Silvia no se quedó del todo conforme con la respuesta; jamás en su vida había escuchado algo parecido; además, había notado una extraña sensación en la voz de su marido, que no lograba identificar. Sin embargo, decidió creerle. ¿Qué razón había para dudar de él? Ninguna. Así que lo saludó con un beso y se dio media vuelta, dispuesta a continuar durmiendo.

Enrique tardó mucho tiempo en quedarse dormido. Se quedó mirando la ventana con las cortinas abiertas, que dejaban entrar la pálida luz de la nocturna, durante horas.
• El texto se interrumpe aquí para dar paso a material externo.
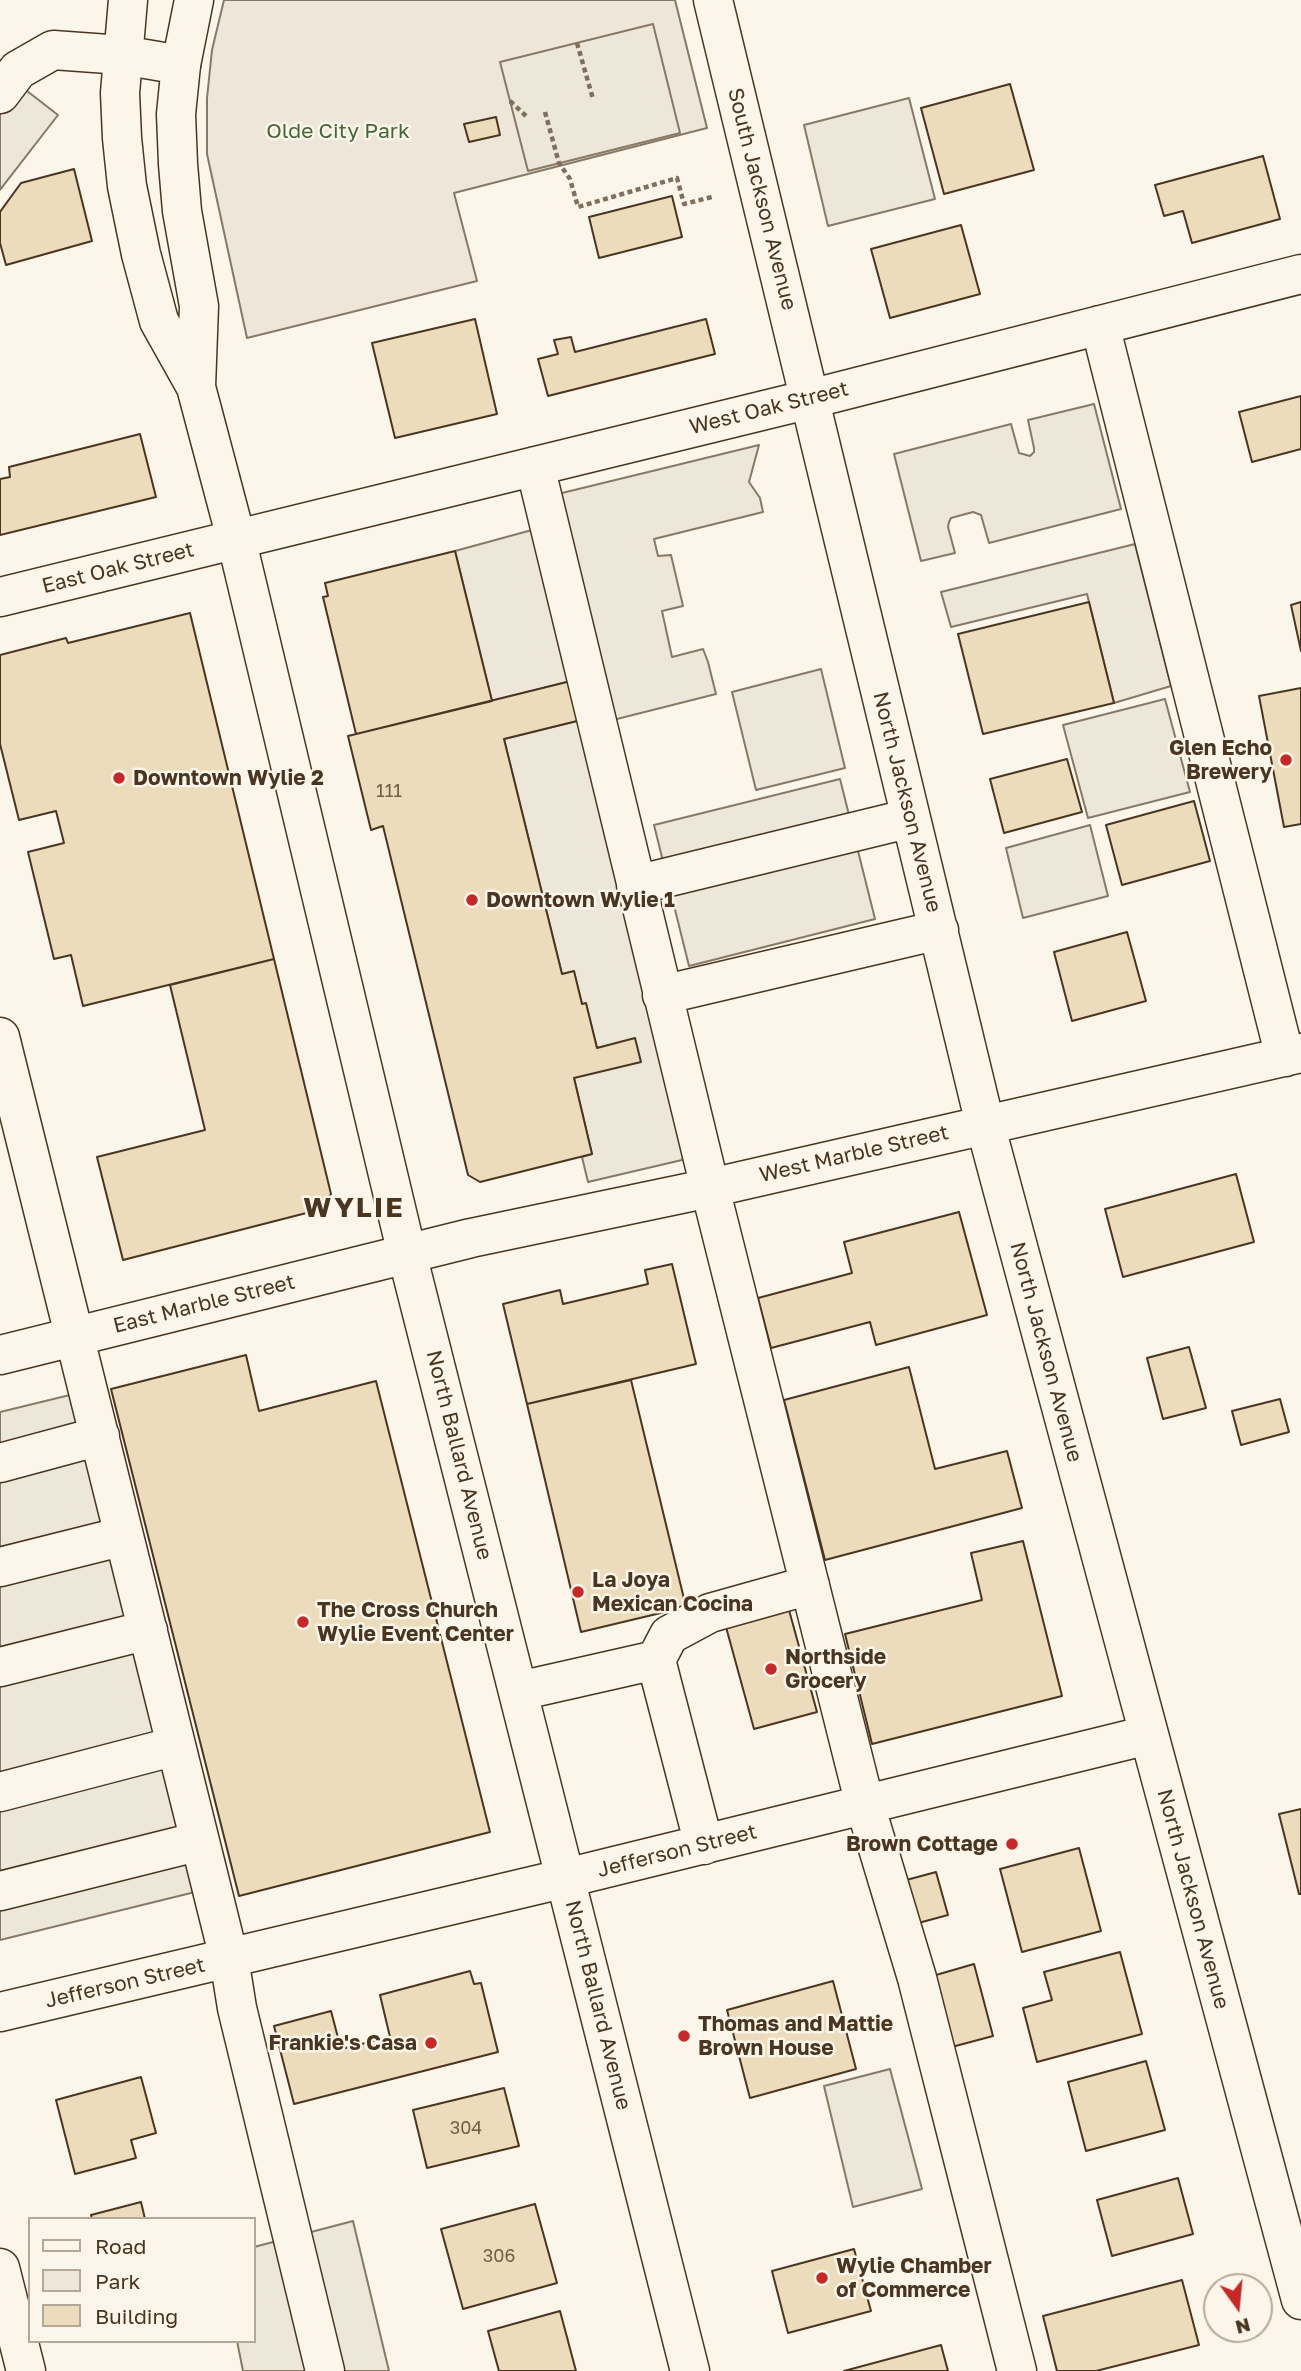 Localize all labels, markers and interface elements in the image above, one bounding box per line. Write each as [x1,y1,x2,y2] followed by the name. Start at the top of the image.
[722,85,802,313] street label: South Jackson Avenue
[266,118,410,144] park label: Olde City Park
[687,376,851,440] street label: West Oak Street
[39,537,197,599] street label: East Oak Street
[867,689,947,915] street label: North Jackson Avenue
[1169,735,1272,785] place label: Glen Echo Brewery
[1278,752,1294,768] marker: Glen Echo Brewery
[133,765,324,791] place label: Downtown Wylie 2
[111,770,127,786] marker: Downtown Wylie 2
[376,780,402,802] house number: 111
[486,887,675,913] place label: Downtown Wylie 1
[464,892,480,908] marker: Downtown Wylie 1
[757,1120,951,1188] street label: West Marble Street
[304,1191,404,1225] district label: WYLIE
[1005,1239,1087,1465] street label: North Jackson Avenue
[111,1269,297,1339] street label: East Marble Street
[421,1348,497,1562] street label: North Ballard Avenue
[592,1567,753,1617] place label: La Joya Mexican Cocina
[570,1584,586,1600] marker: La Joya Mexican Cocina
[317,1597,514,1647] place label: The Cross Church Wylie Event Center
[295,1614,311,1630] marker: The Cross Church Wylie Event Center
[785,1644,886,1694] place label: Northside Grocery
[763,1661,779,1677] marker: Northside Grocery
[1152,1786,1234,2012] street label: North Jackson Avenue
[595,1819,759,1883] street label: Jefferson Street
[846,1831,998,1857] place label: Brown Cottage
[1004,1836,1020,1852] marker: Brown Cottage
[560,1898,636,2112] street label: North Ballard Avenue
[43,1952,207,2014] street label: Jefferson Street
[698,2011,893,2061] place label: Thomas and Mattie Brown House
[676,2028,692,2044] marker: Thomas and Mattie Brown House
[269,2030,417,2056] place label: Frankie's Casa
[423,2035,439,2051] marker: Frankie's Casa
[450,2117,482,2139] house number: 304
[28,2217,256,2343] legend
[95,2233,146,2259] text: Road
[483,2245,515,2267] house number: 306
[836,2253,992,2303] place label: Wylie Chamber of Commerce
[95,2268,140,2294] text: Park
[814,2270,830,2286] marker: Wylie Chamber of Commerce
[1203,2273,1273,2343] north arrow
[95,2303,178,2329] text: Building
[1233,2314,1253,2340] text: N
Pensaba en el duende con las sábanas en sus manos, en su hijo gritándole, en Silvia que dormía a su lado… Cuando finalmente logró dormirse, los sueños lo atacaron.
En su sueño la ventana del cuarto estaba abierta y un extraño hombre pequeño, vestido con oscuras ropas harapientas, merodeaba su cama. Estaba en el cuarto de su infancia, en la vieja casa de sus padres. Tenía cinco años y no estaba solo, claro que no. De repente lo vio: el duende le sonrió, mostrándole sus afilados dientes pequeños, y luego se abalanzó encima de él, tratando de alcanzar su cuello desnudo…
Enrique despertó sobresaltado, mas no por su sueño; apenas recordaba de qué trataba: sabía que había tenido una pesadilla, nada más. Despertó por un ruido, un largo y sonoro ruido que no podía identificar. Estaba incómodo y apenas si se podía mover, como si estuviese atado. ¿Qué estaba pasando? El ruido aumentó hasta estallar, despertándolo por completo.
Silvia gritaba a más no poder, un grito frenético cargado de horror y de sorpresa. Enrique quiso levantarse y calmarla, pero las sábanas de su cama ataban su cuerpo, inmovilizándolo por completo. Entonces sintió un frío intenso y se dio cuenta de que la ventana estaba abierta. Una sensación de pánico se apoderó de su mente. Quería gritar, unirse al grito de Silvia, y que el mundo entero lo escuchara, y estuvo a punto de hacerlo cuando sintió que el peso del mundo se le venía encima. Allí lo vio. El duende estaba ahí, a los pies de su cama, sonriendo. Con aquella sonrisa siniestra que dejaba ver sus amarillentos dientes filosos, al igual que en su sueño y que en la pieza de Julián.
El duende salió de la casa dando un salto por la ventana.